Brasil encara a pressão sul-africana para ir à decisão

Temperatura na casa de um grau negativo. Casa cheia, com expectativa de pelo menos 60 mil pessoas torcendo contra, ao som das irritantes vuvuzelas (cornetas). E um gramado em péssimas condições. Neste ambiente adverso, o Brasil decide contra a África do Sul uma vaga à final da Copa das Confederações, nesta quinta-feira, a partir das 15h30 (horário de Brasília), no estádio Ellis Park, em Johannesburgo.

LUIZ ANTÔNIO PRÓSPERI E SILVIO BARSETTI, Agencia Estado

25 de junho de 2009 | 08h03

Os sul-africanos estão animados e cheios de confiança para enfrentar o Brasil. Para ajudar, os jogadores da seleção e o técnico brasileiro Joel Santana foram visitar nesta terça a lenda viva Nelson Mandela, de 91 anos. Posaram para fotos e receberam o apoio do maior líder da África do Sul. "Boa sorte e eu acredito em vocês, foi tudo o que ele disse", contou o zagueiro e capitão Mokoena.

Abençoados por Mandela e empurrados pela imensa torcida, os jogadores da Bafana Bafana (apelido da seleção sul-africana) querem entrar para a história nesta quinta-feira. Por tudo isso, Dunga ligou o sinal de alerta do lado brasileiro. "A motivação desses jogadores é imensa para jogar contra o Brasil e fazer uma grande partida. Eles são os donos da casa, estão crescendo na competição", avisou o treinador.

Além da motivação natural, Dunga elogiou o time da África do Sul. "Fizeram um bom jogo contra a Espanha (derrota por 2 a 0). É uma equipe africana, com as características tradicionais, são rápidos e fortes. Tentaremos bloquear os pontos positivos deles", disse o treinador, que sabe que os brasileiros irão jogar sob imensa pressão nesta quinta diante de tamanho favoritismo contra os sul-africanos.
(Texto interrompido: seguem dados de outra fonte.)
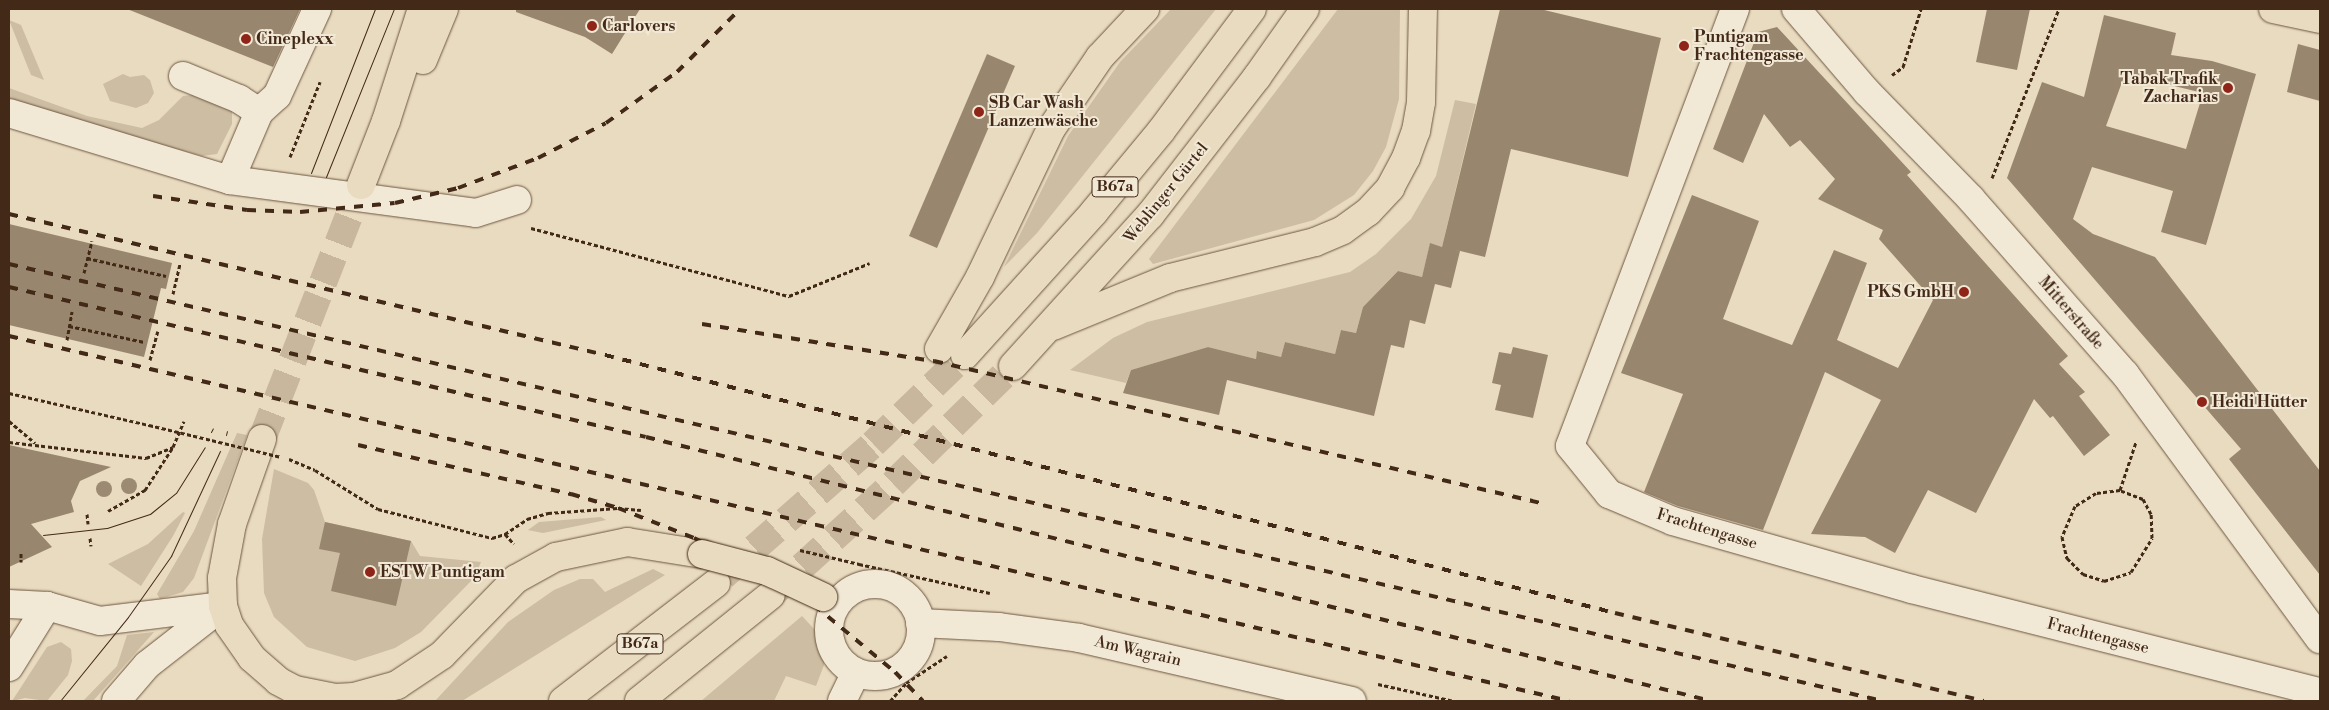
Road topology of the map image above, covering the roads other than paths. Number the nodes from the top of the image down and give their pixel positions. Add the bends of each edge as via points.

Mas a estratégia de Dunga não muda. O Brasil deve marcar forte e resolver a questão nos contra-ataques - de preferência, ainda no primeiro tempo, como já fez nas vitórias contra Estados Unidos e Itália. Na escalação, apenas uma dúvida: Luisão ou Miranda na vaga de Juan, que sofreu uma lesão na coxa esquerda e está fora da disputa da Copa das Confederações - a tendência é pelo primeiro.